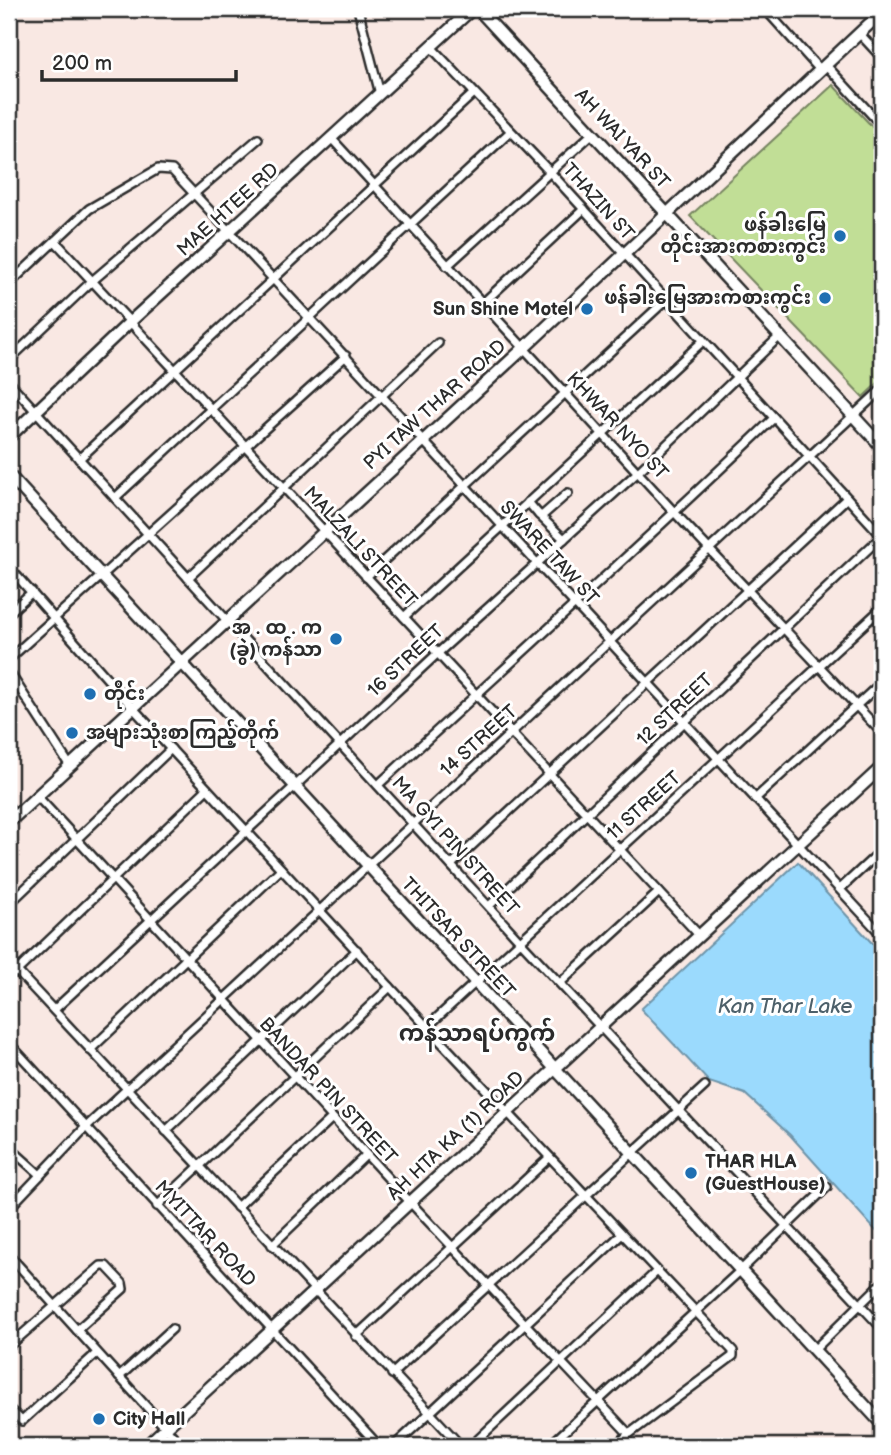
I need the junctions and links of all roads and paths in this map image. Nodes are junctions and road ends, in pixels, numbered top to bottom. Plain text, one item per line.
1 (358, 9) edge
2 (472, 9) edge
3 (478, 9) edge
4 (765, 9) edge
5 (882, 12) edge
6 (859, 33) junction
7 (431, 47) junction
8 (882, 58) edge
9 (823, 67) junction
10 (473, 93) junction
11 (380, 94) junction
12 (882, 126) edge
13 (510, 132) junction
14 (593, 133) junction
15 (258, 139) dead end
16 (332, 139) junction
17 (550, 172) junction
18 (374, 187) junction
19 (194, 191) junction
20 (584, 209) junction
21 (666, 213) junction
22 (411, 226) junction
23 (232, 232) junction
24 (55, 241) junction
25 (624, 254) junction
26 (447, 266) junction
27 (274, 278) junction
28 (90, 282) junction
29 (9, 284) edge
30 (666, 301) junction
31 (482, 304) junction
32 (311, 317) junction
33 (130, 322) junction
34 (780, 336) junction
35 (703, 341) junction
36 (438, 343) dead end
37 (524, 348) junction
38 (346, 356) junction
39 (9, 360) edge
40 (175, 370) junction
41 (737, 378) junction
42 (9, 382) edge
43 (882, 389) edge
44 (565, 393) junction
45 (383, 396) junction
46 (211, 409) junction
47 (36, 411) junction
48 (853, 416) junction
49 (774, 418) junction
50 (603, 433) junction
51 (9, 437) edge
52 (423, 439) junction
53 (245, 446) junction
54 (882, 447) edge
55 (810, 457) junction
56 (79, 459) junction
57 (638, 472) junction
58 (9, 475) edge
59 (466, 486) junction
60 (284, 488) junction
61 (568, 493) dead end
62 (115, 498) junction
63 (847, 498) junction
64 (528, 502) junction
65 (675, 513) junction
66 (539, 514) junction
67 (502, 525) junction
68 (324, 531) junction
69 (148, 534) junction
70 (882, 536) edge
71 (564, 539) junction
72 (710, 551) junction
73 (537, 564) junction
74 (9, 567) edge
75 (101, 575) junction
76 (366, 577) junction
77 (188, 578) junction
78 (747, 589) junction
79 (32, 592) junction
80 (574, 603) junction
81 (882, 608) edge
82 (9, 613) edge
83 (55, 617) junction
84 (404, 617) junction
85 (227, 621) junction
86 (785, 628) junction
87 (610, 641) junction
88 (438, 653) junction
89 (9, 659) edge
90 (182, 663) junction
91 (821, 666) junction
92 (9, 671) edge
93 (648, 682) junction
94 (882, 682) edge
95 (476, 694) junction
96 (857, 706) junction
97 (133, 708) junction
98 (684, 722) junction
99 (512, 733) junction
100 (882, 733) edge
101 (340, 744) junction
102 (171, 749) junction
103 (719, 760) junction
104 (70, 766) junction
105 (882, 767) edge
106 (549, 774) junction
107 (378, 785) junction
108 (295, 786) junction
109 (207, 789) junction
110 (37, 796) junction
111 (755, 799) junction
112 (9, 807) edge
113 (587, 814) junction
114 (11, 820) edge
115 (412, 823) junction
116 (246, 831) junction
117 (77, 840) junction
118 (798, 846) junction
119 (620, 850) junction
120 (882, 850) edge
121 (367, 864) junction
122 (451, 865) junction
123 (281, 869) junction
124 (113, 879) junction
125 (840, 888) junction
126 (659, 892) junction
127 (9, 904) edge
128 (489, 906) junction
129 (320, 909) junction
130 (150, 920) junction
131 (880, 930) edge
132 (700, 936) junction
133 (520, 941) junction
134 (357, 950) junction
135 (9, 955) edge
136 (186, 959) junction
137 (17, 971) junction
138 (9, 975) edge
139 (475, 982) junction
140 (560, 983) junction
141 (390, 987) junction
142 (223, 999) junction
143 (54, 1010) junction
144 (427, 1027) junction
145 (601, 1027) junction
146 (260, 1040) junction
147 (9, 1042) edge
148 (90, 1049) junction
149 (555, 1069) junction
150 (294, 1077) junction
151 (705, 1086) dead end
152 (127, 1089) junction
153 (680, 1110) junction
154 (507, 1113) junction
155 (332, 1118) junction
156 (86, 1128) junction
157 (166, 1131) junction
158 (9, 1147) edge
159 (632, 1153) junction
160 (366, 1155) junction
161 (549, 1158) junction
162 (199, 1167) junction
163 (40, 1175) junction
164 (827, 1186) dead end
165 (585, 1196) junction
166 (410, 1202) junction
167 (157, 1206) junction
168 (237, 1207) junction
169 (9, 1208) edge
170 (786, 1227) junction
171 (621, 1235) junction
172 (272, 1245) junction
173 (452, 1247) junction
174 (9, 1255) edge
175 (741, 1270) junction
176 (656, 1272) junction
177 (882, 1283) edge
178 (488, 1286) junction
179 (314, 1291) junction
180 (860, 1304) junction
181 (54, 1305) junction
182 (695, 1312) junction
183 (524, 1325) junction
184 (882, 1328) edge
185 (172, 1329) dead end
186 (272, 1329) junction
187 (77, 1330) junction
188 (356, 1336) junction
189 (9, 1346) edge
190 (814, 1350) junction
191 (97, 1353) junction
192 (559, 1363) junction
193 (392, 1374) junction
194 (119, 1377) junction
195 (596, 1403) junction
196 (9, 1409) edge
197 (429, 1413) junction
198 (882, 1424) edge
199 (166, 1428) junction
200 (629, 1434) junction
201 (146, 1446) edge
202 (182, 1446) edge
203 (379, 1446) edge
204 (394, 1446) edge
205 (461, 1446) edge
206 (471, 1446) edge
207 (549, 1446) edge
208 (616, 1446) edge

1 - 11 street
2 - 7 street, MAE HTEE RD
3 - 14 street, AH WAI YAR ST
4 - 9 street
5 - 6 street, PYI TAW THAR ROAD
6 - 8 street
6 - 9 street, PYI TAW THAR ROAD
7 - 10 street, THAZIN ST
7 - 11 street, MAE HTEE RD
9 - 12 street
9 - 21 street, PYI TAW THAR ROAD
10 - 13 street, THAZIN ST
10 - 18 street
11 - 16 street, MAE HTEE RD
13 - 17 street, THAZIN ST
13 - 22 street
14 - 17 street
14 - 21 street, AH WAI YAR ST
15 - 19 street
16 - 18 street, KHWAR NYO ST
16 - 23 street, MAE HTEE RD
17 - 20 street, THAZIN ST
17 - 26 street
18 - 22 street, KHWAR NYO ST
18 - 27 street
19 - 23 street, SWARE TAW ST
19 - 24 street, SWARE TAW ST
19 - 28 street
20 - 25 street, THAZIN ST
20 - 31 street
21 - 25 street, PYI TAW THAR ROAD
21 - 34 street, AH WAI YAR ST
22 - 26 street, KHWAR NYO ST
22 - 32 street
23 - 27 street, SWARE TAW ST
23 - 33 street, MAE HTEE RD
24 - 28 street, MALZALI STREET
24 - 29 street, SWARE TAW ST
25 - 30 street, THAZIN ST
25 - 37 street, PYI TAW THAR ROAD
26 - 31 street, KHWAR NYO ST
27 - 32 street, SWARE TAW ST
27 - 40 street
28 - 33 street, MALZALI STREET
28 - 39 street
30 - 35 street, THAZIN ST
30 - 44 street
31 - 37 street, KHWAR NYO ST
32 - 38 street, SWARE TAW ST
32 - 46 street
33 - 40 street, MALZALI STREET
33 - 47 street, MAE HTEE RD
34 - 41 street, 16 STREET
34 - 48 street, AH WAI YAR ST
35 - 41 street, THAZIN ST
35 - 50 street
36 - 45 street
37 - 44 street, KHWAR NYO ST
37 - 52 street, PYI TAW THAR ROAD
38 - 45 street, SWARE TAW ST
38 - 53 street
40 - 46 street, MALZALI STREET
40 - 56 street
41 - 49 street, THAZIN ST
41 - 57 street, 16 STREET
42 - 47 street, MA GYI PIN STREET
43 - 48 street, 14 STREET
44 - 50 street, KHWAR NYO ST
44 - 59 street
45 - 52 street, SWARE TAW ST
45 - 60 street
46 - 53 street, MALZALI STREET
46 - 62 street
47 - 51 street, MAE HTEE RD
47 - 56 street, MA GYI PIN STREET
48 - 54 street, AH WAI YAR ST
48 - 55 street, 14 STREET
49 - 55 street, THAZIN ST
49 - 65 street
50 - 57 street, KHWAR NYO ST
50 - 64 street
52 - 59 street, SWARE TAW ST
52 - 68 street, PYI TAW THAR ROAD
53 - 60 street, MALZALI STREET
53 - 69 street
55 - 63 street, THAZIN ST
55 - 72 street, 14 STREET
56 - 62 street, MA GYI PIN STREET
57 - 65 street, KHWAR NYO ST
57 - 71 street, 16 STREET
58 - 75 street, THITSAR STREET
59 - 67 street, SWARE TAW ST
59 - 76 street
60 - 68 street, MALZALI STREET
60 - 77 street
61 - 66 street
62 - 69 street, MA GYI PIN STREET
63 - 70 street, THAZIN ST
63 - 78 street
64 - 66 street
64 - 67 street
65 - 72 street, KHWAR NYO ST
65 - 80 street
66 - 71 street
67 - 73 street, SWARE TAW ST
67 - 84 street
68 - 76 street, MALZALI STREET
68 - 85 street, PYI TAW THAR ROAD
69 - 75 street
69 - 77 street, MA GYI PIN STREET
70 - 86 street, 12 STREET
71 - 73 street, 16 STREET
72 - 78 street, KHWAR NYO ST
72 - 87 street, 14 STREET
73 - 80 street, SWARE TAW ST
73 - 88 street, 16 STREET
74 - 79 street
75 - 83 street
75 - 90 street, THITSAR STREET
76 - 84 street, MALZALI STREET
77 - 85 street, MA GYI PIN STREET
78 - 86 street, KHWAR NYO ST
78 - 93 street
79 - 82 street
79 - 83 street
80 - 87 street, SWARE TAW ST
80 - 95 street
81 - 91 street, 11 STREET
83 - 89 street
83 - 97 street
84 - 88 street, MALZALI STREET
85 - 90 street, PYI TAW THAR ROAD
85 - 101 street, MA GYI PIN STREET
86 - 91 street, KHWAR NYO ST
86 - 98 street, 12 STREET
87 - 93 street, SWARE TAW ST
87 - 99 street, 14 STREET
88 - 95 street, MALZALI STREET
88 - 101 street, 16 STREET
90 - 97 street, PYI TAW THAR ROAD
90 - 108 street, THITSAR STREET
91 - 96 street, KHWAR NYO ST
91 - 103 street, 11 STREET
92 - 104 street
93 - 98 street, SWARE TAW ST
93 - 106 street
94 - 96 street
95 - 99 street, MALZALI STREET
95 - 107 street
96 - 100 street, KHWAR NYO ST
96 - 111 street
97 - 102 street
97 - 104 street, PYI TAW THAR ROAD
98 - 103 street, SWARE TAW ST
98 - 113 street, 12 STREET
99 - 106 street, MALZALI STREET
99 - 115 street, 14 STREET
101 - 107 street, MA GYI PIN STREET
101 - 108 street, 16 STREET
102 - 109 street
102 - 117 street
103 - 111 street, SWARE TAW ST
103 - 119 street, 11 STREET
104 - 110 street, PYI TAW THAR ROAD
105 - 118 street, AH HTA KA (1) ROAD
106 - 113 street, MALZALI STREET
106 - 122 street
107 - 115 street, MA GYI PIN STREET
108 - 116 street, 16 STREET
108 - 121 street, THITSAR STREET
109 - 116 street
109 - 124 street
110 - 114 street, PYI TAW THAR ROAD
110 - 117 street, BANDAR PIN STREET
111 - 118 street, SWARE TAW ST
112 - 114 street
113 - 119 street, MALZALI STREET
113 - 128 street, 12 STREET
115 - 121 street, 14 STREET
115 - 122 street, MA GYI PIN STREET
116 - 123 street
116 - 130 street, 16 STREET
117 - 124 street, BANDAR PIN STREET
117 - 127 street
118 - 125 street, SWARE TAW ST
118 - 132 street, AH HTA KA (1) ROAD
119 - 126 street, MALZALI STREET
119 - 133 street, 11 STREET
120 - 125 street
121 - 129 street, 14 STREET
121 - 139 street, THITSAR STREET
122 - 128 street, MA GYI PIN STREET
123 - 129 street
123 - 136 street
124 - 130 street, BANDAR PIN STREET
124 - 137 street
125 - 131 street, SWARE TAW ST
126 - 132 street, MALZALI STREET
126 - 140 street
128 - 133 street, MA GYI PIN STREET
129 - 134 street
129 - 142 street, 14 STREET
130 - 136 street, BANDAR PIN STREET
130 - 143 street, 16 STREET
132 - 145 street, AH HTA KA (1) ROAD
133 - 139 street, 11 STREET
133 - 140 street, MA GYI PIN STREET
134 - 141 street
134 - 146 street
135 - 137 street
136 - 142 street, BANDAR PIN STREET
136 - 148 street
137 - 138 street
137 - 143 street
139 - 144 street, 11 STREET
139 - 149 street, THITSAR STREET
140 - 145 street, MA GYI PIN STREET
141 - 144 street
141 - 150 street
142 - 146 street, BANDAR PIN STREET
142 - 152 street, 14 STREET
143 - 148 street
144 - 154 street
145 - 149 street, AH HTA KA (1) ROAD
145 - 153 street, MA GYI PIN STREET
146 - 150 street, BANDAR PIN STREET
146 - 157 street
147 - 156 street, MYITTAR ROAD
148 - 152 street
149 - 154 street, AH HTA KA (1) ROAD
149 - 159 street, THITSAR STREET
150 - 155 street, BANDAR PIN STREET
150 - 162 street
151 - 153 street
152 - 156 street, 14 STREET
152 - 157 street
153 - 159 street
153 - 170 street, MA GYI PIN STREET
154 - 161 street
154 - 166 street, AH HTA KA (1) ROAD
155 - 160 street, BANDAR PIN STREET
155 - 168 street
156 - 163 street, 14 STREET
156 - 167 street, MYITTAR ROAD
157 - 162 street
158 - 163 street
159 - 165 street
159 - 175 street, THITSAR STREET
160 - 166 street, BANDAR PIN STREET
160 - 172 street
161 - 165 street
161 - 173 street
162 - 167 street
162 - 168 street
163 - 169 street, 14 STREET
164 - 170 street
165 - 171 street
165 - 178 street
166 - 173 street, BANDAR PIN STREET
166 - 179 street, AH HTA KA (1) ROAD
167 - 186 street, MYITTAR ROAD
168 - 172 street
170 - 175 street
170 - 180 street, MA GYI PIN STREET
171 - 176 street
171 - 183 street
172 - 179 street
173 - 178 street, BANDAR PIN STREET
173 - 188 street
174 - 181 street
175 - 182 street
175 - 190 street, THITSAR STREET
176 - 182 street
176 - 192 street
177 - 180 street
178 - 183 street, BANDAR PIN STREET
178 - 193 street
179 - 186 street, AH HTA KA (1) ROAD
179 - 188 street
180 - 184 street, MA GYI PIN STREET
180 - 190 street
181 - 187 street
181 - 187 street
181 - 189 street
182 - 195 street
182 - 200 street
183 - 192 street, BANDAR PIN STREET
183 - 197 street
185 - 194 street
186 - 199 street, AH HTA KA (1) ROAD
186 - 203 street, MYITTAR ROAD
187 - 191 street
188 - 193 street
190 - 198 street, THITSAR STREET
191 - 194 street
191 - 196 street
192 - 195 street, BANDAR PIN STREET
192 - 206 street
193 - 197 street
194 - 199 street
195 - 200 street, BANDAR PIN STREET
195 - 207 street
197 - 204 street
197 - 205 street
199 - 201 street, AH HTA KA (1) ROAD
199 - 202 street
200 - 208 street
:::::
Look through the material above for "dead" and copy the lines that have it.

15 (258, 139) dead end
36 (438, 343) dead end
61 (568, 493) dead end
151 (705, 1086) dead end
164 (827, 1186) dead end
185 (172, 1329) dead end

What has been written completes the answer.